So my previous post on Walmart being change that’s, on balance, bad for us as social beings was one of my most popular and, apparently, least controversial.  That’s because many so-called liberals and many traditionalist or “Agrarian” conservatives (followers of Wendell Berry and such) unite in being anti-capitalist and anti-libertarian and anti-globalization.  The post got a point across that I’ve been trying to make over the months:  Being a conservative is not being a libertarian, including not being automatically for whatever the free market brings. 


So this routinely excellent conservative blogger did me the favor of reorganizing the ideas in my post to make them even more clear, and then concluded that my conservative case against Walmart is “compelling.” 

But I only meant it to be semi-compelling–a kind of “lawyer’s argument” that should generate a case in the other direction.  I had to search hard to find a critic of my case (usually that’s no problem at all!).  I found a good one in the comments section of the blog mentioned above.  Here’s a taste what the man says:

I am in complete agreement with Lawler on point #3; all too often Walmart’s critics ignore the beneficial consequences for consumers. I would intensify his point by noting that Walmart’s benefits are actively progressive in the sense that lower income consumers spend a much larger percentage of their income on basic, weekly purchases than wealthier consumers.

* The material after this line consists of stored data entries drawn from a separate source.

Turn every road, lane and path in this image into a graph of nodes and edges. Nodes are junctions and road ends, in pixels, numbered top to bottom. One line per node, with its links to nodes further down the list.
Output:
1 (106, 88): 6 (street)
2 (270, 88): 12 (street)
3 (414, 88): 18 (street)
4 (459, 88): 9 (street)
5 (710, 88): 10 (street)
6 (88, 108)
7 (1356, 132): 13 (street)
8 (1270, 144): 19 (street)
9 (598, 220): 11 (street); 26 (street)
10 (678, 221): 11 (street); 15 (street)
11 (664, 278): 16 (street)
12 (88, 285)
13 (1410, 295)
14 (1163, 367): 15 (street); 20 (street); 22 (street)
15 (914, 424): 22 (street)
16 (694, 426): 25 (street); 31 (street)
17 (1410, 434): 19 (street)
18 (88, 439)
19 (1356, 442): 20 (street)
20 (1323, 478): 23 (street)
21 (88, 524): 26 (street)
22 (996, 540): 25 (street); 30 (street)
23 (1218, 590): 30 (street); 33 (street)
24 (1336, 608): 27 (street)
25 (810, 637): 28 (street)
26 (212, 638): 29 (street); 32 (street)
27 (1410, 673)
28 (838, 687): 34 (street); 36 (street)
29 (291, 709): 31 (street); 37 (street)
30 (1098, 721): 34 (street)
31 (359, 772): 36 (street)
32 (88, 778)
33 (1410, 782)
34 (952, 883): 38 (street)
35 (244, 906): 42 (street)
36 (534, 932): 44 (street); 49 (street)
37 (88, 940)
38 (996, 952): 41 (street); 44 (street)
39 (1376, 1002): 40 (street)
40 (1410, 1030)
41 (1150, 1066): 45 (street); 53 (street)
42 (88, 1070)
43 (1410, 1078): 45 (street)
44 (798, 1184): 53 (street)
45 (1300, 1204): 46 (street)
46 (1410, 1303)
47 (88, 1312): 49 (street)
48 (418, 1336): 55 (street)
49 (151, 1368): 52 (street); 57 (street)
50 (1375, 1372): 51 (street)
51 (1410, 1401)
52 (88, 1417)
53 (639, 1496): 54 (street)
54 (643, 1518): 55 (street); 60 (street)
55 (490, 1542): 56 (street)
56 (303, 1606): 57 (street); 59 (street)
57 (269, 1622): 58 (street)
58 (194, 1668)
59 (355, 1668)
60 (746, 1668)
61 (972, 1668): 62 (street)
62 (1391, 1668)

By offering lower prices and forcing competitors to do the same, Walmart is a boon to poorer consumers. 

As much as I agree with point 3, Lawler’s 4th point smacks of bourgeois smugness. He simply assumes the superiority of “quality service and personal touch over affordable convenience.” That’s easy to say as a comfortably middle class academic. Customer service and intimacy may be goods, but they are luxuries as well. I am bothered when politicians and NIMBY activists unite to prevent the working classes from having access to “affordable convenience.” 

To highlight the main points:  Walmart benefits people who are relatively poor and can’t afford luxuries.  It’s progressive in forcing prices down, helping people stuck with using most of their incomes on basic needs.  Lawler doesn’t shop at Walmart (it’s true, I hardly ever go there) because he’s a smug, bourgeois, comfortable, middle-class academic who can afford not to shop there, who can afford to amuse himself by paying more to be flattered by the personal servants found at more aesthetically pleasing places. 

It would be possible, of course, to take this line of attack even further: Lawler, as a bourgeois academic with tenure, has an easy job with flexible hours.  Plus he’s not caring for a large number of kids.  So he can take his sweet time shoping here and there, going for totally organic this or that at little shops or stands at inflated prices.  The case against Walmart is bourgeois bohemian elitism.

Last night my wife and I ate dinner with a very affluent and sophisticated (but also down-to-earth) couple at (of course) a chain Japanese restaurant (Rusan’s–pretty darn good) that’s come to our Southern, Walmart town.  The wife remarked that she hated Walmart.  The husband said he loved it, and that he’s proud that Rome (GA) is a Walmart town. 

Real men (if I may be so sexist) are proud to shop at Walmart (and Home Depot).  It’s the sensible thing to do.  Most everything you need to fix up the house, maintain your own car, and all that can be found there.  Real men who do real chores (the chores the Agrarians romanticize) don’t care about the aesthetics of some store.  They pour their imaginations and creativity into the families, their homes, (sometimes) their jobs, (sometimes) their cars, their churches, and their hobbies (like hunting and fishing and flying one’s own plane). 

So one reason I rarely go to Walmart is that I’m not so “manly” when it comes to chores and so forth.  If I want something done right, I have to hire someone to do it (and being a middle-class academic I can usually afford to do that).

What I said about Walmart in the previous post remains true to a point.  But real conservatives don’t go so far as to say that the average American has been reduced to a proletarian cog-in-a-machine.  Nor do we take Heidegger or T.S. Eliot so seriously as to really believe that America has been a techno-wasteland that continues to grow.  (Nonetheless, we learn from Heidegger and especially Eliot, knowing that their instructive exaggerations need to be taken seriously, just not as the whole truth.)